It’s a sure sign that summer is winding down when I realize that there are only two more evening concerts in the park here in Fergus Falls. Most every Thursday evening we’ve hauled our fold-up chairs the few blocks to Roosevelt Park where we have been serenaded with everything from Blues, Bluegrass, Country, Rock, Jazz, Folk and even Fiddle and Tap. This week it was Gospel – the Haining Family – and while that would not necessarily be my genre of choice, they were darn good musicians and made a new, strong case for the art of yodeling and that was most definitely a hard sell for my personal taste. We were even treated to a version of “Jesus Put a Yodel in my Soul” which was a good follow-up to the excellent folk singer, Mark Fogelson, a few weeks ago who sang – “What if Jesus was Norwegian”. Can you picture Cowboy-Swiss-Norski with sandals and a beard? Uff Da – these Minnesotans.
Each week the food is provided by a local café or organization and it was definitely a testament to the popularity of the Underwood Elks who must have barbecued hundreds, maybe thousands of pork chops. All I know is the food line extended far into the trees and never diminished for one solid hour.
The concert also provides a venue for a mini farmer’s market and we have become regular customers of Pat of Boyum Farms.
He and his wife, Gretchen moved back to her four generations family farm and have converted it to what’s known as sustainable agriculture, which means “farming in a manner that nourishes the land, using natural, renewable resources and seasonal production methods”. Right up my alley – I say hurrah for that.

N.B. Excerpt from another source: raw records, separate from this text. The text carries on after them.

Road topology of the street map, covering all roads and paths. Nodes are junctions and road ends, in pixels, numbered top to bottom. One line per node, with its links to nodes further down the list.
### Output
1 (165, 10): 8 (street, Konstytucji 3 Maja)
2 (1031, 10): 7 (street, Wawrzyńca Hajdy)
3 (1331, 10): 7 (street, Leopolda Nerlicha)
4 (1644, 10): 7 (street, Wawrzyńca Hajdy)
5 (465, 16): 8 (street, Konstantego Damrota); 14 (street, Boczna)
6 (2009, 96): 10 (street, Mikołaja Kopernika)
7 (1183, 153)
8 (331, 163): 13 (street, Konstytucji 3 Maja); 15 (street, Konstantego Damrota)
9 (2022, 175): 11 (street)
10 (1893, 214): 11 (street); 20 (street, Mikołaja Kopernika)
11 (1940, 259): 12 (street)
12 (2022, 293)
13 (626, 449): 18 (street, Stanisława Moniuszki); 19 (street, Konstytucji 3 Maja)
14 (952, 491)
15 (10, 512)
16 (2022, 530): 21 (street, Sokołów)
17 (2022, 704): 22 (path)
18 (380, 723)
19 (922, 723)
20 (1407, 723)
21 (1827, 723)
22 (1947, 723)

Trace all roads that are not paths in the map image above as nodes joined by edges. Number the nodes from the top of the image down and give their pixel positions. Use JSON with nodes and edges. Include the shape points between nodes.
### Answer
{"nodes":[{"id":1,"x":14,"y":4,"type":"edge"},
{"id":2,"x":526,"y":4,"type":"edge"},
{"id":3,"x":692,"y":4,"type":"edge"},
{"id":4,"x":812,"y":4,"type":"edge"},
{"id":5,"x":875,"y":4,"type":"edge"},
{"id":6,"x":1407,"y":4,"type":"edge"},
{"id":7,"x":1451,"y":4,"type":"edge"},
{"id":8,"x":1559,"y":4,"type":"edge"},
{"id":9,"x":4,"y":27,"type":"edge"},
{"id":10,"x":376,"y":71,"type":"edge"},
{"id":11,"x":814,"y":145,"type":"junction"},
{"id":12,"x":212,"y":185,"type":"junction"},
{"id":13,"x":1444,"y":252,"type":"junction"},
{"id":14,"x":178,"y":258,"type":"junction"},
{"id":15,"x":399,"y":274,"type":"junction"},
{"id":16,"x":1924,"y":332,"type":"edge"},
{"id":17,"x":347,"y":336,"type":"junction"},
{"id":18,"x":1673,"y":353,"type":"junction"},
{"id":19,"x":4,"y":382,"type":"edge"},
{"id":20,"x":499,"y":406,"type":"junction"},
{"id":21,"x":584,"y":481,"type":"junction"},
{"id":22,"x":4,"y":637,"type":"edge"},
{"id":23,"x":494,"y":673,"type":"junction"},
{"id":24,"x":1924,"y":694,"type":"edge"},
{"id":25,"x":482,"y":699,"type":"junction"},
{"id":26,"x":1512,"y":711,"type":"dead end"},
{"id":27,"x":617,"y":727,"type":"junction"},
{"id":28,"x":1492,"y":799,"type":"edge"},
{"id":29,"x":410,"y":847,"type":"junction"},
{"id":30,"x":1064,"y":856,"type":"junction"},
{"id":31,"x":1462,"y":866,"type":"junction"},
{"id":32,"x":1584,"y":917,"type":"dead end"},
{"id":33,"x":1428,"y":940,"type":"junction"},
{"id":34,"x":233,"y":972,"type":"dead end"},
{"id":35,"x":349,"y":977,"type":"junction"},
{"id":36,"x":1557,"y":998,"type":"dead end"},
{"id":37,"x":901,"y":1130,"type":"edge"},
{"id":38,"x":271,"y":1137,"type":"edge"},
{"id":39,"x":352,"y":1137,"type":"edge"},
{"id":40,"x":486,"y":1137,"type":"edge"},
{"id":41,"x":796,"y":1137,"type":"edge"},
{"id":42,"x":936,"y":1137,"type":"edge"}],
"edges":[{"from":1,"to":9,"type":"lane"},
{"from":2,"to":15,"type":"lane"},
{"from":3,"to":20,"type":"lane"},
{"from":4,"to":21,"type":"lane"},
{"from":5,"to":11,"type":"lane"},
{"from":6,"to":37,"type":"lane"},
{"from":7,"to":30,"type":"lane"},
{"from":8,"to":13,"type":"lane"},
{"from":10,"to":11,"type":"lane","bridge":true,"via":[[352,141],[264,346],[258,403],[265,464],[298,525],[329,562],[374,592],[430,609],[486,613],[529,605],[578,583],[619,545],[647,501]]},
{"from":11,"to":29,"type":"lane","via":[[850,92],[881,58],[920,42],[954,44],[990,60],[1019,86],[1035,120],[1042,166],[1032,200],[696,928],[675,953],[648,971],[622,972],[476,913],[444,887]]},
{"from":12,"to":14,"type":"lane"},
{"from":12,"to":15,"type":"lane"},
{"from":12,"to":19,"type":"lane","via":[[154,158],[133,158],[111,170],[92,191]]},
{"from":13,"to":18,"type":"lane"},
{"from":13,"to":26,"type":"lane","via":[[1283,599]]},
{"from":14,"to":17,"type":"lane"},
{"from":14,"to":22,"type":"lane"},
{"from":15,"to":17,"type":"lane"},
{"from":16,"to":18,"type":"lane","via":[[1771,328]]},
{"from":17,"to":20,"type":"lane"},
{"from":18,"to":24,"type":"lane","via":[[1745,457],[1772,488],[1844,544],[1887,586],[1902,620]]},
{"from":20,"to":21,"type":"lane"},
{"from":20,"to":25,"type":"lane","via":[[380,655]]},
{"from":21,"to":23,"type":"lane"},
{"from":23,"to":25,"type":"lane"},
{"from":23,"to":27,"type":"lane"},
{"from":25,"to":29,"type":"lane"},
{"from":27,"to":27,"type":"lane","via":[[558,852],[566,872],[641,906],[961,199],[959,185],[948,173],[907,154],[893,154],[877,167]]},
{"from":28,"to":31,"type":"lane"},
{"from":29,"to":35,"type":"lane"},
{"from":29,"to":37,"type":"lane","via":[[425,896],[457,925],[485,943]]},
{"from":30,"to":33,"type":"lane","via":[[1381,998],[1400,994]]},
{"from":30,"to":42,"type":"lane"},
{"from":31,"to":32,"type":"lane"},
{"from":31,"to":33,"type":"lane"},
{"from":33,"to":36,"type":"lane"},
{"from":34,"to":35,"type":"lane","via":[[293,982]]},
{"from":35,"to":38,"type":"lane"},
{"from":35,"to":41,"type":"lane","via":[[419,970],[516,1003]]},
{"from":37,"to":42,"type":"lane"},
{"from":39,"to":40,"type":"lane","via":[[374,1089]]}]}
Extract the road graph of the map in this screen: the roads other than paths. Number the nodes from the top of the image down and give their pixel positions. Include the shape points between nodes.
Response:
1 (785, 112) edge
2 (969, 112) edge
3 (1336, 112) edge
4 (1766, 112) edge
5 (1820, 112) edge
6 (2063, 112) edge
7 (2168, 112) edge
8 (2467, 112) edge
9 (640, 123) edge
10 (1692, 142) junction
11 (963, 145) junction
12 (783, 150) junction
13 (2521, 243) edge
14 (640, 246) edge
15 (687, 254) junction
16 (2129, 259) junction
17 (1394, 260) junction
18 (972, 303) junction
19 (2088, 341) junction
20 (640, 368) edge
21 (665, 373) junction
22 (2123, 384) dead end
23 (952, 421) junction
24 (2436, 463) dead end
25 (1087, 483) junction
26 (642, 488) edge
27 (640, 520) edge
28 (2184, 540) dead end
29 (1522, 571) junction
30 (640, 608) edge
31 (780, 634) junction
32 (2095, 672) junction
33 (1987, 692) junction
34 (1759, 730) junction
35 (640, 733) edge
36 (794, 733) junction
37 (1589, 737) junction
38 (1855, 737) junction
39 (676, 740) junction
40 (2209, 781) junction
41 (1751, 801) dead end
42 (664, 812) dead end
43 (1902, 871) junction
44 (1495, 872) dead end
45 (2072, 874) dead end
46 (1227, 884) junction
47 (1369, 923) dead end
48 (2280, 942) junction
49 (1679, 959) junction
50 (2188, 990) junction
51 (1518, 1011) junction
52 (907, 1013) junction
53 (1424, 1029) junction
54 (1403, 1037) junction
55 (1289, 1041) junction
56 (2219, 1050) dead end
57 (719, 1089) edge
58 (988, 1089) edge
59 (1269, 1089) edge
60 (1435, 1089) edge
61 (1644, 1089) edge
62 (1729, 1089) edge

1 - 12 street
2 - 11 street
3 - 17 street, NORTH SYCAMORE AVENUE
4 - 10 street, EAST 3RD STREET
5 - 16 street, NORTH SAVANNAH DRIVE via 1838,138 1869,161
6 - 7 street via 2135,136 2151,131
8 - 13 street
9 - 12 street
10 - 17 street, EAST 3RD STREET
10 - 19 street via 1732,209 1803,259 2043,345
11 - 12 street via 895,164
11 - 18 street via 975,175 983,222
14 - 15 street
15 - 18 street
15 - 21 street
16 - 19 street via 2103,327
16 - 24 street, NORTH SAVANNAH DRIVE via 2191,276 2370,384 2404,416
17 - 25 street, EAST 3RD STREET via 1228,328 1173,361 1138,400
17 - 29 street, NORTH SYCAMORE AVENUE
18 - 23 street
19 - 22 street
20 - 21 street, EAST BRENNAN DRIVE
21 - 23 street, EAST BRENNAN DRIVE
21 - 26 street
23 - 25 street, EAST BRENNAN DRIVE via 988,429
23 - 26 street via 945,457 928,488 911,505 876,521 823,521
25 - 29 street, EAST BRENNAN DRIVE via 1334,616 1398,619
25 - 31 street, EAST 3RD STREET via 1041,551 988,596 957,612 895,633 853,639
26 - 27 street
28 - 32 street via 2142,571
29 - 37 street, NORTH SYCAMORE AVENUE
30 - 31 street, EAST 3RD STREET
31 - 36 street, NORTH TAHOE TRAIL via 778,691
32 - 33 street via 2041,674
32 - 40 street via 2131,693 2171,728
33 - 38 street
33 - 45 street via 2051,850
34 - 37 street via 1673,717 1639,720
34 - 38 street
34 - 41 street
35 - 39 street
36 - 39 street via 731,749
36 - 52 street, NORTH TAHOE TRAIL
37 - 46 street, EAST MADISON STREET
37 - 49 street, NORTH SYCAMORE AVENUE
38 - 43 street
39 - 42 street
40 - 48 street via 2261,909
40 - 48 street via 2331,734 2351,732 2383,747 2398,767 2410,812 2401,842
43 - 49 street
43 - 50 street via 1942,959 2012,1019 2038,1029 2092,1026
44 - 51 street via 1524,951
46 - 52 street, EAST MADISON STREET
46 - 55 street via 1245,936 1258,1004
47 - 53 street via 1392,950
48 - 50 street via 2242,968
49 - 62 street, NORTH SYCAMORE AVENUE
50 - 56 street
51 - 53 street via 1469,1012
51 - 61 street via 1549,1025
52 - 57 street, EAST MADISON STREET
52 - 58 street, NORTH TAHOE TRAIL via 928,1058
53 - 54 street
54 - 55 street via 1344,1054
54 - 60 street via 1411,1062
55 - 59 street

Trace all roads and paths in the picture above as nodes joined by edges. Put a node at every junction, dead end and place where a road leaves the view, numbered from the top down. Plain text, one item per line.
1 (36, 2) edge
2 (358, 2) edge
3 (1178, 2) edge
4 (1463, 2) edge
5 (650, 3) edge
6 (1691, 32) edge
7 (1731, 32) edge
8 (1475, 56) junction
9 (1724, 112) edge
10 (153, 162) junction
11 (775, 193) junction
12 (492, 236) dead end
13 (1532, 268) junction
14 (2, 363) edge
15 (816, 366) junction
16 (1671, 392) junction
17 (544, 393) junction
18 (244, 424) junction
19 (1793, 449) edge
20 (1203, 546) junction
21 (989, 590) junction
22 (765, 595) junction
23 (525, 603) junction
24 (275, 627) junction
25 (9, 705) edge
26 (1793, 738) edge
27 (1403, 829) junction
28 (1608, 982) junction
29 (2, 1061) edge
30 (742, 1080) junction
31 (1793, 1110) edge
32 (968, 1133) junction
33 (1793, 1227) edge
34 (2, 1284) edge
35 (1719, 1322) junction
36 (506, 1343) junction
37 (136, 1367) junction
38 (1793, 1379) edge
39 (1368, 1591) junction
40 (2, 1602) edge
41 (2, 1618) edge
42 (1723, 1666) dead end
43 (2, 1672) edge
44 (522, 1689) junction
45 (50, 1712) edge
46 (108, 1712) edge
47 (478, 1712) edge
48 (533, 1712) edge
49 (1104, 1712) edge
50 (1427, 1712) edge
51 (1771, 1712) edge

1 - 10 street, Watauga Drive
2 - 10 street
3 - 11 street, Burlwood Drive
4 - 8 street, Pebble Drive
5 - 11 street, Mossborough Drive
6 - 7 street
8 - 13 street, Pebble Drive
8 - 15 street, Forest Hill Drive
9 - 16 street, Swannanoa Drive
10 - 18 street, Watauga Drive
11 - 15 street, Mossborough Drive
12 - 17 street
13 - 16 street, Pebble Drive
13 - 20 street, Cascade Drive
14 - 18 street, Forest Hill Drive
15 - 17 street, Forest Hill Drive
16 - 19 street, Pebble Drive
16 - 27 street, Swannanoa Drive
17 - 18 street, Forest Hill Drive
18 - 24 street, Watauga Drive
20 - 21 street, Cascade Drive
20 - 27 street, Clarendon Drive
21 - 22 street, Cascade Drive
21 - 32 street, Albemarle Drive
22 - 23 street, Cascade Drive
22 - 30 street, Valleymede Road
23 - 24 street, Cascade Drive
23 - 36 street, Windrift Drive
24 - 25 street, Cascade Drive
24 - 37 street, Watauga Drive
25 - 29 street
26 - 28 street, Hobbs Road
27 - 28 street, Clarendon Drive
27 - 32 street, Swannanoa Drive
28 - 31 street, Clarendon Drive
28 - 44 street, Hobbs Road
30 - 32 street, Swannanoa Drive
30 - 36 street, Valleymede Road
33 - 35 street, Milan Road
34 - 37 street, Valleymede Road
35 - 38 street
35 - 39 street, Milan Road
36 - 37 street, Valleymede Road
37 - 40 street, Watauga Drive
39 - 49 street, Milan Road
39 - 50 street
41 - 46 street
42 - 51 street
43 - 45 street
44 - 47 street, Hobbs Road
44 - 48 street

We have even been able to purchase “pastured” no-antibiotic chickens and first class eggs on occasion, but Pat always has tempting vegetables of outstanding quality.
His beets, in fact, led to a modification of a recipe which, I admit, comes originally from The Silver Palate and I will share because we thought it was so, so good. Ordinarily I like beets roasted in the oven, which intensely caramelizes the flavor. This dish is prepared in the microwave and having now lived through a Minnesota summer, I would appreciate it just for that alone if it wasn’t so yummy. So prepare: 4 beets, trimmed, peeled and cut into ¼ inch thick pieces; 2 slices bacon, cut into 1 inch pieces; ¾ cup homemade (preferably) chicken stock; 1 small head of escarole greens, cut into lengths; 1 cup onions – halved the long way, and cut into strips; 2 teasp. flour. In a 2 quart microwave safe baking dish, cook the bacon, covered at full power for approximately 3 minutes. Stir the beets and broth into casserole, cover and cook 4 minutes. Stir, cook 2 more minutes. Stir in the escarole, onions and flour, cover and cook 5 minutes. Remove and stir in all the following: 2 T. butter, 2 T. chopped fresh dill, 1 T. snipped fresh chives, 2 tsp. Balsamic vinegar, 1 tsp. Grated lemon zest, ¾ tsp. Salt, ½ tsp. Sugar, freshly grated black pepper and freshly grated nutmeg.
I think this was originally a French recipe, but no matter – I’m in Minnesota now and I’ll say – Tak fur maten!